PROJECT SUMMARY
Pulmonary disorders like respiratory infections are one of the leading causes of death in the world and result in
millions of deaths annually. The immune system’s initial line of defense against lung disease are mononuclear
phagocytes called alveolar macrophages (AMs). These immune sentinels play an important role during
homeostasis by clearing foreign pathogens like microbes and toxins in the airways of the lungs via
phagocytosis. Additionally, AMs have an active role in pulmonary tissue repair by conducting efferocytosis, a
type of phagocytosis that specifically removes apoptotic cells.
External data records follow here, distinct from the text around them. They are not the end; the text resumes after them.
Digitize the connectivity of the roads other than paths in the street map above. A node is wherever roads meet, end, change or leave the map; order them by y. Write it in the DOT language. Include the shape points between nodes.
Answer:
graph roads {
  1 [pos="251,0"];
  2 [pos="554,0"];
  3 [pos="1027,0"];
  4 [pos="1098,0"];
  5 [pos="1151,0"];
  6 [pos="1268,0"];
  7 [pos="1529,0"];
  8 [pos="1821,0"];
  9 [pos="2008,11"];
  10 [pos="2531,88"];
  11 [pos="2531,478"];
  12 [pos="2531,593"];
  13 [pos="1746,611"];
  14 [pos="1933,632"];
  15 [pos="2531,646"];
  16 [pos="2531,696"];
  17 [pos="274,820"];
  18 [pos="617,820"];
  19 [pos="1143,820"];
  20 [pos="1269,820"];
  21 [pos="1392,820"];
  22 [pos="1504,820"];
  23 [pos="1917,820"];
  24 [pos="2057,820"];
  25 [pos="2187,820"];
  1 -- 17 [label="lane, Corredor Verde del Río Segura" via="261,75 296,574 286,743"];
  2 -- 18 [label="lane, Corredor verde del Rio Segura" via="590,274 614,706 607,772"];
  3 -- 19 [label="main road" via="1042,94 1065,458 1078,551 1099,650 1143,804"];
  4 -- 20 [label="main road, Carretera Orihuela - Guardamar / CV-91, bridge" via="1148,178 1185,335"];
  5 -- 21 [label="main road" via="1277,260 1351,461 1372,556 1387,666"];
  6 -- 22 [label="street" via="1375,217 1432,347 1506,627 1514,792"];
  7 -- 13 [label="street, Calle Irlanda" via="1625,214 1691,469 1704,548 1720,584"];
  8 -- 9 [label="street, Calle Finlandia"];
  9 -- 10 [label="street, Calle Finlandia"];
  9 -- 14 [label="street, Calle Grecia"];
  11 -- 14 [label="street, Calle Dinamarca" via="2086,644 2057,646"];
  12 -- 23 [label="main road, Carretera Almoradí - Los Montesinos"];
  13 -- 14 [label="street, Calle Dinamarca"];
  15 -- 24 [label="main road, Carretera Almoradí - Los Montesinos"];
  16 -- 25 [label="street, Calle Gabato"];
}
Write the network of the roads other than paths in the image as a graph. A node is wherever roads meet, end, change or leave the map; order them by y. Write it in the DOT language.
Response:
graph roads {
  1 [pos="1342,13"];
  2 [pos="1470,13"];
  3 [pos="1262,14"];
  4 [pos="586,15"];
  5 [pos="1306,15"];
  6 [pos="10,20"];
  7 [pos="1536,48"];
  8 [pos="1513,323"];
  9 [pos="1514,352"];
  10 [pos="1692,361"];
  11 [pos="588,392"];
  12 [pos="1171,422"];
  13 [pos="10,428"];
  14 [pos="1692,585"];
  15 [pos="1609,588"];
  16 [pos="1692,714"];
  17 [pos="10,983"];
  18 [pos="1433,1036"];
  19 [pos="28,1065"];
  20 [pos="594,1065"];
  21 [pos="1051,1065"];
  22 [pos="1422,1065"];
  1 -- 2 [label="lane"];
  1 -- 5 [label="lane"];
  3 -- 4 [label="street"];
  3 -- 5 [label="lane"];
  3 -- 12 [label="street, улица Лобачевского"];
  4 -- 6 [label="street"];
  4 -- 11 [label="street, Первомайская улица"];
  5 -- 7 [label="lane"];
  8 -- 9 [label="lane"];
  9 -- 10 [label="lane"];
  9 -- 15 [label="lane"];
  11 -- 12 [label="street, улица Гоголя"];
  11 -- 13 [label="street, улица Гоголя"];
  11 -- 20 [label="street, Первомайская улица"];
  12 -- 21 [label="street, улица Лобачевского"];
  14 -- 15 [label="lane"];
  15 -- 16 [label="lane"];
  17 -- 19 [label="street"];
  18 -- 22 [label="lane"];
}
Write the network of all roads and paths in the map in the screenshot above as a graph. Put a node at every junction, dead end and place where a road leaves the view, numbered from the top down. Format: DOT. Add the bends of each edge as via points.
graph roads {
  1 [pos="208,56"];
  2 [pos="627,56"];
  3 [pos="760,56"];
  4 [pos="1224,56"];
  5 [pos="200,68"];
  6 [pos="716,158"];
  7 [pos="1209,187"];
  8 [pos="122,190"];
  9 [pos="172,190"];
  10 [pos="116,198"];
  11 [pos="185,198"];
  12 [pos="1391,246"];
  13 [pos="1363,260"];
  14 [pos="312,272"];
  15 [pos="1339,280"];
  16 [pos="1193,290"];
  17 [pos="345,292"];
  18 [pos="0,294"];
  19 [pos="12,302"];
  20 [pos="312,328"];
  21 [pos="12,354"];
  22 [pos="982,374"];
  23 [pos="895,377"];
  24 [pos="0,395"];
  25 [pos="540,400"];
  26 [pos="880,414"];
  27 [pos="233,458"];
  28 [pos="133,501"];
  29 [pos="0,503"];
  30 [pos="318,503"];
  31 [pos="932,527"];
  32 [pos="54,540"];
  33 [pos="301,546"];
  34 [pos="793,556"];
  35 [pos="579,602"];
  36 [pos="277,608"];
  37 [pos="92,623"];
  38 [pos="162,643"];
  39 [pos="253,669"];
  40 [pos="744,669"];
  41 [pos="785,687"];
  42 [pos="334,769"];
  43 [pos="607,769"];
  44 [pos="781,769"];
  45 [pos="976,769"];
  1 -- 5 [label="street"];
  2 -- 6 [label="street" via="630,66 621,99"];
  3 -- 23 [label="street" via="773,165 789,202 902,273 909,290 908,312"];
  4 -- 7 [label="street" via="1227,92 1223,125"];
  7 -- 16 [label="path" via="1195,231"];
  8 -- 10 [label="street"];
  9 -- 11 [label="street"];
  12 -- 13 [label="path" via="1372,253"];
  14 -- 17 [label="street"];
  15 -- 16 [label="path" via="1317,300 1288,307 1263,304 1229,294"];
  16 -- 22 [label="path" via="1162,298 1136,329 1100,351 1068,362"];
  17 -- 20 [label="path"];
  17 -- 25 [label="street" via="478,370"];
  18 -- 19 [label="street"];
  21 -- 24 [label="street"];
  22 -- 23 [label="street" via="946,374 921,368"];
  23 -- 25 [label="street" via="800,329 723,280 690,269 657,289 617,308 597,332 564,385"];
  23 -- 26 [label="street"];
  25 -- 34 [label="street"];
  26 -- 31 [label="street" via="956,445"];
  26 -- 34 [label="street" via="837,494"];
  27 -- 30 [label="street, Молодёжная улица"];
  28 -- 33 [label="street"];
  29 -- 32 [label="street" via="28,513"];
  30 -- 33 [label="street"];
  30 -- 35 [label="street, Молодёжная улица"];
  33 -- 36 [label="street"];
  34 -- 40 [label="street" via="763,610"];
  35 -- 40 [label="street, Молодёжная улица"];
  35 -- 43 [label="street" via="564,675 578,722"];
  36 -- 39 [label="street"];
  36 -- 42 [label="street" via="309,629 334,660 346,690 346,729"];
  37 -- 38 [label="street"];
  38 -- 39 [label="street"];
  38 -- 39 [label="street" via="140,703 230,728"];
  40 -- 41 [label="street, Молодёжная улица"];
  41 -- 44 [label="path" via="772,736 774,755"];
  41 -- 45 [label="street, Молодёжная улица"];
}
By preventing the release of proinflammatory
cytokines while secreting anti-inflammatory signals during efferocytosis, AMs contribute to barrier immunity and
exhibit an immunosuppressive phenotype. Studies have also demonstrated that AMs communicate
intercellularly with epithelial and T cells to prevent unneeded proinflammatory responses. Research into AM
development has shown that tissue-specific cytokines derived from the lungs, such as GM-CSF and TGF-β,
are required for the differentiation of monocytes into mature AMs. This plastic response to the pulmonary
microenvironment is regulated by epigenetic modifications, such as DNA methylation and transcription factor
recruitment. Notably, aberrant AM development and function have been implicated in the progression of
multiple lung malignancies, such as influenza infections, chronic obstructive pulmonary disease, and some
types of lung cancer. Furthermore, dysfunctional AMs can contribute to the increased morbidity and mortality of
elderly and immuno-compromised individuals. As such, this study’s long-term goal to enhance the
understanding of epigenetic mechanisms governing AM development and function tightly aligns with NIH’s
mission to prevent disease and improve human health. The key focus of this project aims to investigate the
role of PBRM1, the defining subunit of the SWI/SNF family PBAF complex, in dictating the development and
function of murine AMs. To elucidate the effects of PBRM1-deletion on AM development and phenotype, I plan
to 1) determine the requirement for PBRM1 in AM development and self-renewal, 2) determine the role of
PBRM1 in transcriptional and epigenetic programs of AMs by performing RNA-seq and ATAC-seq on PBRM1
WT and KO AMs to identify pathways and transcription factors which may be dependent on PBRM1, as well as
overlapping this data with CUT&RUN data of PBRM1 and transcription factors known to drive AM
development, such as PPARγ and PU.1.; and 3) determine the functional effects of myeloid-specific PBRM1
deletion during influenza infection. These studies will assess the epigenetic and transcriptional effects of
PBRM1-loss in AMs and provide evidence for novel co-regulators of PBRM1. In the future, this research will
serve to inform the development of targeted therapies of PBRM1-dependent processes affecting lung disease.